The whole way through, you have to choose what markets to develop for. You research the best game options through trial and error and build up fans to release better games. You invest thousands, eventually millions, into the newest game engine only to release a flop title because industry trends shift and an action game just won't sell as well as an RPG.
Game Dev Tycoon's greatest strength is the level of control. You cannot control the forces of the market, but you get to strategize on everything else. Do you take up a big time publisher on a licensing deal to get a guaranteed pay day (or penalty) or do you go out on your own and try to win great reviews? Is it worth it to miss the launch window of a console you know from history will be more successful just to research one more amazing piece of tech for your new game engine? Which marketing campaign will actually have an impact on sales big enough to justify spending anywhere from 50K to well over one million dollars? Do you spend more money to find a more qualified group of potential employees or do you cheap out and spend the time to train them at a lower salary rate? And how much can you experiment with innovation when a wrong topic/genre combination can sink your business in a matter of weeks? This is a surprisingly complex game with a very easy to play interface. It's all buttons and sliders. If you want an employee to do something, you click on that employee. If you want the company to do something, you click on the office. As your business grows, you pull the screen left or right to access your research or console development labs. Time stops when you're in a mandatory game development window but continues on when you're checking your alternate activities.

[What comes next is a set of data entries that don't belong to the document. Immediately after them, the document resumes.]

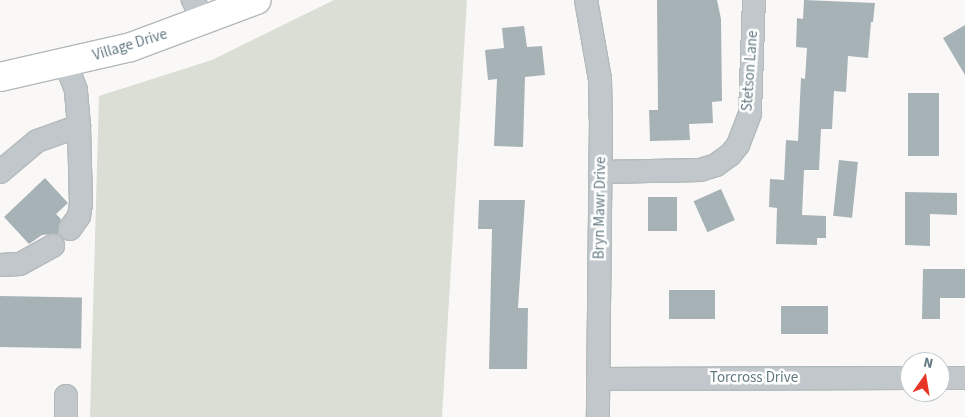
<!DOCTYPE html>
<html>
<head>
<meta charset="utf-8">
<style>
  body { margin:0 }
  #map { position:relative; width:965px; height:417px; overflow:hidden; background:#f9f8f6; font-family:"Source Sans 3",sans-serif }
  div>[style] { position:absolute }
  .green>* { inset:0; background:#daded5 }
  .building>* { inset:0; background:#a6b2b6; transform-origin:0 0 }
  .roads { filter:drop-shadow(1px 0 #b3babc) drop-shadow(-1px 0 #b3babc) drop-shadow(0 1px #b3babc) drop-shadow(0 -1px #b3babc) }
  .minor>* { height:22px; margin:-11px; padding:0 11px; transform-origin:11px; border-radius:11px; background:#c1c7ca }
  .major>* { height:28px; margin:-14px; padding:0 14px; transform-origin:14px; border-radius:14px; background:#fff }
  span { translate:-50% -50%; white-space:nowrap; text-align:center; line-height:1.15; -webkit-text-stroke:5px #fff; paint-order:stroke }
  .street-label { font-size:15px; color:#637982 }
  .north { position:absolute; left:900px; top:352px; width:50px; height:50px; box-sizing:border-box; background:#fff; border:1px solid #c1c9cd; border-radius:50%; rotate:13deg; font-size:14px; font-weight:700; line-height:20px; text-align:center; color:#637982 }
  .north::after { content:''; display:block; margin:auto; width:18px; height:22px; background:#e83626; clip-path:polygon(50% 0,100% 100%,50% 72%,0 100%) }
</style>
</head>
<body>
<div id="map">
  <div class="green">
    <i style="clip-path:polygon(334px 0,467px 0,442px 417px,90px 417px,99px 96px,212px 60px)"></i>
  </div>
  <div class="building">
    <i style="clip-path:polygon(657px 0,717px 0,721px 19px,722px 101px,712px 102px,713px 123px,689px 124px,690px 140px,650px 141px,649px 110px,658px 110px)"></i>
    <i style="clip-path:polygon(804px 0,875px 3px,873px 22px,871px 22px,868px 58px,848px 56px,846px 92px,834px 91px,832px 129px,821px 129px,819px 170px,804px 170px,802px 215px,826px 216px,826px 238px,817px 238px,817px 245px,776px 244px,777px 208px,769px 207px,770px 179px,784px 180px,786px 140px,798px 141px,801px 78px,805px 79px,807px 48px,796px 47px,797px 18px,803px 19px)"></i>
    <i style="clip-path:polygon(965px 25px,965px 75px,943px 38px)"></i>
    <i style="clip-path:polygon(524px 26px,527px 47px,542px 46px,545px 75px,525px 77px,523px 147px,494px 146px,497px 79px,488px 80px,485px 50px,504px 48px,502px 28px)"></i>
    <i style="left:908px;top:93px;width:31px;height:63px"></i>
    <i style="left:839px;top:160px;width:19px;height:56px;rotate:6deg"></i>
    <i style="clip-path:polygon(45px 178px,68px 203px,56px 214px,61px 219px,58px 234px,42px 235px,29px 244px,4px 217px)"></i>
    <i style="left:721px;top:189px;width:34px;height:30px;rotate:66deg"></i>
    <i style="clip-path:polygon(905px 192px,957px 193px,957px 215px,930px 214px,930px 246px,905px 245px)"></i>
    <i style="left:648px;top:197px;width:29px;height:34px"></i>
    <i style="clip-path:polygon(479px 200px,525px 200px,518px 308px,528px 308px,527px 369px,489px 369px,492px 229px,478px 229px)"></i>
    <i style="clip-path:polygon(923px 269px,965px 269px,965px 298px,940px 298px,940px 319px,922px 319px)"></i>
    <i style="left:669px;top:290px;width:46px;height:29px"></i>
    <i style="left:0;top:296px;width:82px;height:51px;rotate:1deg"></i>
    <i style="left:781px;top:306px;width:47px;height:28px"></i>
  </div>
  <div class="roads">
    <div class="minor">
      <i style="left:193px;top:0;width:25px;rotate:63deg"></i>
      <i style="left:586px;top:0;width:80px;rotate:80deg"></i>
      <i style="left:600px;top:79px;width:39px;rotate:89deg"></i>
      <i style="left:601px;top:118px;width:299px;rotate:90.6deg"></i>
      <i style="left:0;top:172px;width:48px;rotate:-40deg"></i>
      <i style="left:37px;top:141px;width:45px;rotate:-19.7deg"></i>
      <i style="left:79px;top:126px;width:36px;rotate:-95deg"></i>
      <i style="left:76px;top:90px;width:28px;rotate:-111deg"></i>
      <i style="left:600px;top:172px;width:100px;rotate:-1.1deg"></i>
      <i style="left:700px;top:170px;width:17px;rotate:-17deg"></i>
      <i style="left:716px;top:165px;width:17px;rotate:-36deg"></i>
      <i style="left:730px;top:155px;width:13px;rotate:-51deg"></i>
      <i style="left:738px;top:145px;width:34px;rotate:-69deg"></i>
      <i style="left:750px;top:113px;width:113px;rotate:-88deg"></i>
      <i style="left:70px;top:229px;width:16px;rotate:-55deg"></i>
      <i style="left:79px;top:216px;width:12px;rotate:-81deg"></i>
      <i style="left:81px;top:204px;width:78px;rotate:-91.5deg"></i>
      <i style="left:0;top:265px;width:20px;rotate:-3deg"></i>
      <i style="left:20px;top:264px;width:38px;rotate:-29deg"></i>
      <i style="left:940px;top:378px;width:25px"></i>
      <i style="left:598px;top:379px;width:312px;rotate:-0.2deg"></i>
      <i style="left:66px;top:396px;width:21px;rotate:90deg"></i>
    </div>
    <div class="major">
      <i style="left:0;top:77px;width:134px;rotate:-12.9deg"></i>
      <i style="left:131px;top:47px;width:134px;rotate:-20.5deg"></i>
    </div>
  </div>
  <div class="street-label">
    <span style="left:130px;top:45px;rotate:-17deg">Village Drive</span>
    <span style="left:750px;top:71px;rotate:-86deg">Stetson Lane</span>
    <span style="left:600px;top:208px;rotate:-89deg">Bryn Mawr Drive</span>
    <span style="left:754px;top:378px">Torcross Drive</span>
  </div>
  <div class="north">N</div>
</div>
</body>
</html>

Then there are all the fun little add-ons that can help or hurt your game. If you develop your first Mature game in time, you get an interview with a national magazine that will automatically boost the hype over the game. If you employ multiple female developers, you can become a supporter of a women in games campaign and earn a lot of fans. You get to choose whether or not to shut down fan-made clones of your new hit game or release outdated source code for free, for a fee, or not at all. Want to get in on the convention circuit? Try buying a booth at E3 for anywhere from 80K to millions; ranking in the Top 100 booths increases your sales and can be worth the risk if you have enough fans. How many is that? I don't know.
Game Dev Tycoon is the best kind of simulation game. It's very easy to play but so full of complex content and choices that you want to keep playing to do better than the last time. It's designed for that. On each subsequent playthrough, you can choose to retain all the game combination and development information you've ever discovered so you know from the start what goes into a good adventure game. So far, I've yet to top the performance of The Best Games Company Ever and I'm still going back to figure out where in this ever-branching narrative of entertainment versus business I'm making the wrong choice to zoom into the future of console gaming.
Game Dev Tycoon is currently available on Steam for the discount price of $6.69 through Tuesday, 3 December. It's worth it.